Nei giorni scorsi sono stati celebrati gli anniversari delle morti di Enzo Tortora e del commissario
Calabresi, due date tragiche che evocano due casi analoghi di linciaggio
giudiziario e mediatico. Tortora fu giustiziato moralmente dal PM Marmo che lo
accusò di collusione con la camorra ottenendone la condanna in primo grado
sulla base delle dichiarazioni dei pentiti Barra e Pandico alle quali non si
preoccupò di trovare riscontri oggettivi. Come finì lo sappiamo tutti, per Tortora con l’assoluzione piena e
definitiva dopo un calvario di diversi
anni che lo condusse alla morte prematura per crepacuore, per Marmo in modo
inglorioso, con la smentita del suo impianto accusatorio ma soprattutto con il
peso di quella terribile affermazione da lui fatta durante la requisitoria
quando chiamò Tortora “cinico mercante di morte”. Il caso Tortora non è il solo
svarione nel quale è incorso il PM Marmo visto che fu ancora lui a sostenere
l’accusa per traffico di stupefacenti contro il soldato Raiola il quale fu assolto
ma non poté evitare che la sua vita andasse a rotoli prima che venisse
riconosciuta la sua innocenza. L’arrembante disinvoltura non ha impedito al giudice
Marmo di fare carriera in magistratura senza che i superiori organi si
preoccupassero di disinnescare questa mina vagante.
Caso pressoché analogo quello del commissario Calabresi
vittima del giornalismo manettaro e ideologicamente schierato che non esitò ad
accusarlo della morte dell’anarchico Pinelli consegnandolo al mirino dei militanti di Lotta
Continua che punirono la sua presunta responsabilità assassinandolo. Anche in questo caso sappiamo
come finì, Calabresi fu riconosciuto estraneo alla morte di Pinelli e le icone
giornalistiche dell’epoca non mostrarono di avere alcun soprassalto di
coscienza né di nutrire alcun dubbio sul ruolo salvifico del loro giacobinismo.
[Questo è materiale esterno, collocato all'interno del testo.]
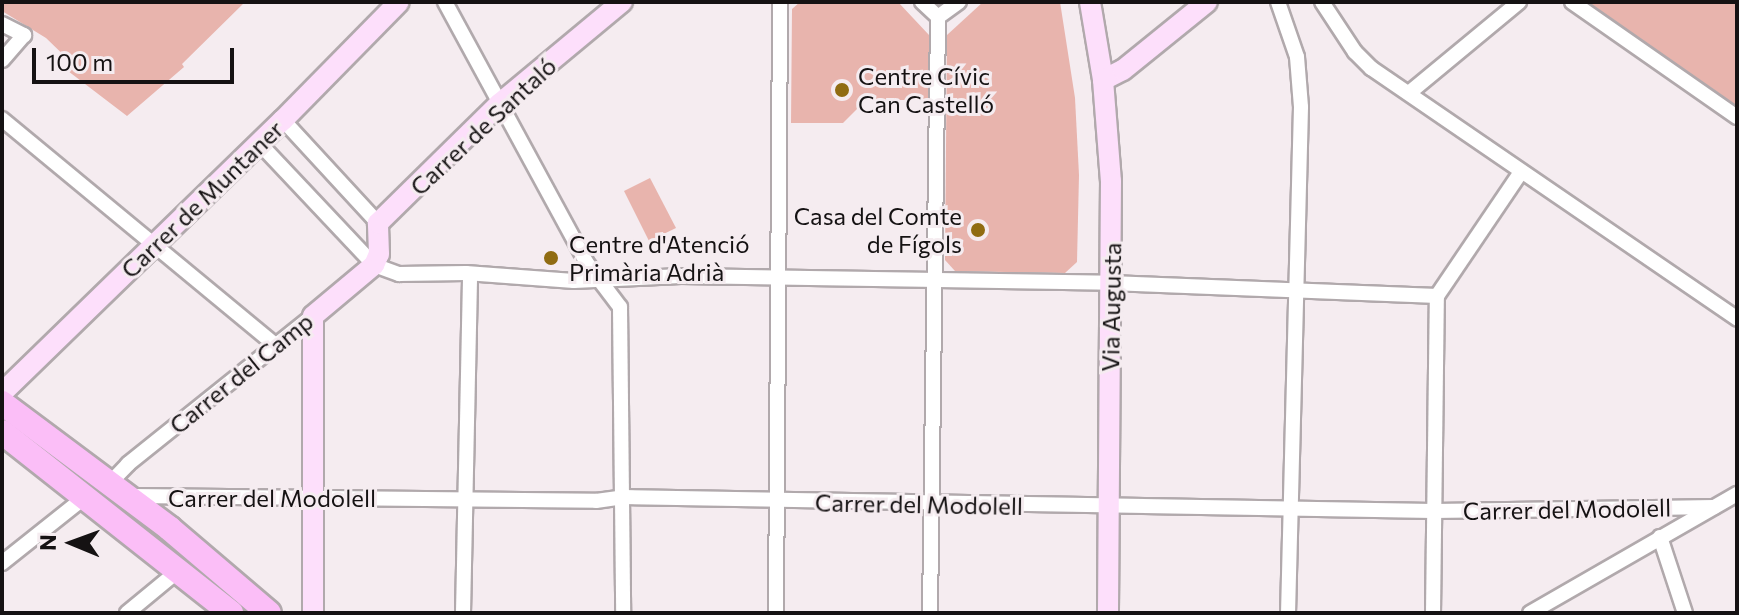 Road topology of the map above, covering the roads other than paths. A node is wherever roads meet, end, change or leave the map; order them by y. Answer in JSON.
{"nodes":[{"id":1,"x":399,"y":2,"type":"edge"},
{"id":2,"x":445,"y":2,"type":"edge"},
{"id":3,"x":622,"y":2,"type":"edge"},
{"id":4,"x":780,"y":2,"type":"edge"},
{"id":5,"x":922,"y":2,"type":"edge"},
{"id":6,"x":959,"y":2,"type":"edge"},
{"id":7,"x":1090,"y":2,"type":"edge"},
{"id":8,"x":1207,"y":2,"type":"edge"},
{"id":9,"x":1322,"y":2,"type":"edge"},
{"id":10,"x":1519,"y":2,"type":"edge"},
{"id":11,"x":1572,"y":2,"type":"edge"},
{"id":12,"x":1279,"y":3,"type":"edge"},
{"id":13,"x":938,"y":17,"type":"junction"},
{"id":14,"x":2,"y":24,"type":"edge"},
{"id":15,"x":2,"y":60,"type":"edge"},
{"id":16,"x":1103,"y":80,"type":"junction"},
{"id":17,"x":1409,"y":93,"type":"junction"},
{"id":18,"x":499,"y":104,"type":"junction"},
{"id":19,"x":1737,"y":117,"type":"edge"},
{"id":20,"x":2,"y":119,"type":"edge"},
{"id":21,"x":283,"y":120,"type":"junction"},
{"id":22,"x":260,"y":144,"type":"junction"},
{"id":23,"x":1521,"y":172,"type":"junction"},
{"id":24,"x":378,"y":223,"type":"junction"},
{"id":25,"x":153,"y":246,"type":"junction"},
{"id":26,"x":374,"y":265,"type":"junction"},
{"id":27,"x":470,"y":274,"type":"junction"},
{"id":28,"x":778,"y":278,"type":"junction"},
{"id":29,"x":601,"y":280,"type":"junction"},
{"id":30,"x":934,"y":281,"type":"junction"},
{"id":31,"x":1111,"y":283,"type":"junction"},
{"id":32,"x":1294,"y":292,"type":"junction"},
{"id":33,"x":1437,"y":296,"type":"junction"},
{"id":34,"x":313,"y":316,"type":"junction"},
{"id":35,"x":1737,"y":319,"type":"edge"},
{"id":36,"x":274,"y":344,"type":"junction"},
{"id":37,"x":2,"y":393,"type":"edge"},
{"id":38,"x":2,"y":403,"type":"edge"},
{"id":39,"x":2,"y":432,"type":"edge"},
{"id":40,"x":118,"y":490,"type":"junction"},
{"id":41,"x":1737,"y":494,"type":"edge"},
{"id":42,"x":85,"y":497,"type":"junction"},
{"id":43,"x":624,"y":497,"type":"junction"},
{"id":44,"x":313,"y":499,"type":"junction"},
{"id":45,"x":464,"y":499,"type":"junction"},
{"id":46,"x":778,"y":502,"type":"junction"},
{"id":47,"x":932,"y":503,"type":"junction"},
{"id":48,"x":1109,"y":506,"type":"junction"},
{"id":49,"x":1714,"y":507,"type":"junction"},
{"id":50,"x":1290,"y":508,"type":"junction"},
{"id":51,"x":1433,"y":511,"type":"junction"},
{"id":52,"x":1660,"y":537,"type":"junction"},
{"id":53,"x":2,"y":563,"type":"edge"},
{"id":54,"x":179,"y":570,"type":"junction"},
{"id":55,"x":127,"y":613,"type":"edge"},
{"id":56,"x":231,"y":613,"type":"edge"},
{"id":57,"x":269,"y":613,"type":"edge"},
{"id":58,"x":313,"y":613,"type":"edge"},
{"id":59,"x":463,"y":613,"type":"edge"},
{"id":60,"x":623,"y":613,"type":"edge"},
{"id":61,"x":776,"y":613,"type":"edge"},
{"id":62,"x":930,"y":613,"type":"edge"},
{"id":63,"x":1108,"y":613,"type":"edge"},
{"id":64,"x":1288,"y":613,"type":"edge"},
{"id":65,"x":1433,"y":613,"type":"edge"},
{"id":66,"x":1530,"y":613,"type":"edge"},
{"id":67,"x":1685,"y":613,"type":"edge"}],
"edges":[{"from":1,"to":21,"type":"street","name":"Carrer de Muntaner"},
{"from":2,"to":18,"type":"street"},
{"from":3,"to":18,"type":"street","name":"Carrer de Santaló"},
{"from":4,"to":28,"type":"street"},
{"from":5,"to":13,"type":"street"},
{"from":6,"to":13,"type":"street"},
{"from":7,"to":16,"type":"street","name":"Via Augusta"},
{"from":8,"to":16,"type":"street"},
{"from":9,"to":17,"type":"street"},
{"from":10,"to":17,"type":"street"},
{"from":11,"to":19,"type":"street"},
{"from":12,"to":32,"type":"street"},
{"from":13,"to":30,"type":"street"},
{"from":14,"to":15,"type":"street"},
{"from":16,"to":31,"type":"street","name":"Via Augusta"},
{"from":17,"to":23,"type":"street"},
{"from":18,"to":24,"type":"street","name":"Carrer de Santaló"},
{"from":18,"to":29,"type":"street"},
{"from":20,"to":25,"type":"street"},
{"from":21,"to":22,"type":"street","name":"Carrer de Muntaner"},
{"from":21,"to":24,"type":"street"},
{"from":22,"to":25,"type":"street","name":"Carrer de Muntaner"},
{"from":22,"to":26,"type":"street"},
{"from":23,"to":33,"type":"street"},
{"from":23,"to":35,"type":"street"},
{"from":24,"to":26,"type":"street"},
{"from":25,"to":36,"type":"street"},
{"from":25,"to":37,"type":"street","name":"Carrer de Muntaner"},
{"from":26,"to":27,"type":"street"},
{"from":26,"to":34,"type":"street","name":"Carrer del Camp"},
{"from":27,"to":29,"type":"street"},
{"from":27,"to":45,"type":"street"},
{"from":28,"to":29,"type":"street"},
{"from":28,"to":30,"type":"street"},
{"from":28,"to":46,"type":"street"},
{"from":29,"to":43,"type":"street"},
{"from":30,"to":31,"type":"street"},
{"from":30,"to":47,"type":"street"},
{"from":31,"to":32,"type":"street"},
{"from":31,"to":48,"type":"street","name":"Via Augusta"},
{"from":32,"to":33,"type":"street"},
{"from":32,"to":50,"type":"street"},
{"from":33,"to":51,"type":"street"},
{"from":34,"to":36,"type":"street","name":"Carrer del Camp"},
{"from":34,"to":44,"type":"street"},
{"from":36,"to":40,"type":"street","name":"Carrer del Camp"},
{"from":38,"to":40,"type":"main road"},
{"from":39,"to":42,"type":"main road"},
{"from":40,"to":44,"type":"street","name":"Carrer del Modolell"},
{"from":40,"to":57,"type":"main road"},
{"from":41,"to":49,"type":"street"},
{"from":42,"to":53,"type":"street"},
{"from":42,"to":54,"type":"main road"},
{"from":43,"to":45,"type":"street","name":"Carrer del Modolell"},
{"from":43,"to":46,"type":"street","name":"Carrer del Modolell"},
{"from":43,"to":60,"type":"street"},
{"from":44,"to":45,"type":"street","name":"Carrer del Modolell"},
{"from":44,"to":58,"type":"street"},
{"from":45,"to":59,"type":"street"},
{"from":46,"to":47,"type":"street","name":"Carrer del Modolell"},
{"from":46,"to":61,"type":"street"},
{"from":47,"to":48,"type":"street","name":"Carrer del Modolell"},
{"from":47,"to":62,"type":"street"},
{"from":48,"to":50,"type":"street","name":"Carrer del Modolell"},
{"from":48,"to":63,"type":"street","name":"Via Augusta"},
{"from":49,"to":51,"type":"street","name":"Carrer del Modolell"},
{"from":49,"to":52,"type":"street"},
{"from":50,"to":51,"type":"street","name":"Carrer del Modolell"},
{"from":50,"to":64,"type":"street"},
{"from":51,"to":65,"type":"street"},
{"from":52,"to":66,"type":"street"},
{"from":52,"to":67,"type":"street"},
{"from":54,"to":55,"type":"street"},
{"from":54,"to":56,"type":"main road"}]}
Epigoni di quell’intellighenzia supponente che ha dominato la cultura del
dopoguerra, questi campioni della superiorità morale che Pareto chiamava
“virtuisti”, hanno continuato a imperversare e, per dirla sempre con Pareto,
hanno preteso di “raccontarci che solo
un uomo disonesto può avere un’opinione contraria alla loro”, lasciandoci in
eredità discepoli livorosi e
intransigenti che, seduti sulle loro certezze, ripercorrono ancora oggi la
strada dei cattivi maestri. Ancorati al dogma della primazia della morale questi
rampolli esagitati, figli del furore etico, negano al diritto qualsiasi
ragionevolezza, alla giustizia la prudenza, all’applicazione della legge
l’attenzione necessaria a evitare, per quanto è possibile, l’errore sempre in
agguato e, obbedendo alla loro vocazione forcaiola, sentenziano che il
cittadino raggiunto da un avviso di garanzia è presuntivamente colpevole.
Quando ci esibiamo nei soliti rituali che accompagnano
anniversari tragici, non una voce si leva a denunciare il farisaismo dei
sepolcri imbiancati che continuano a pontificare stritolando la vita delle
persone, forti della loro impunità e dei poteri che rappresentano.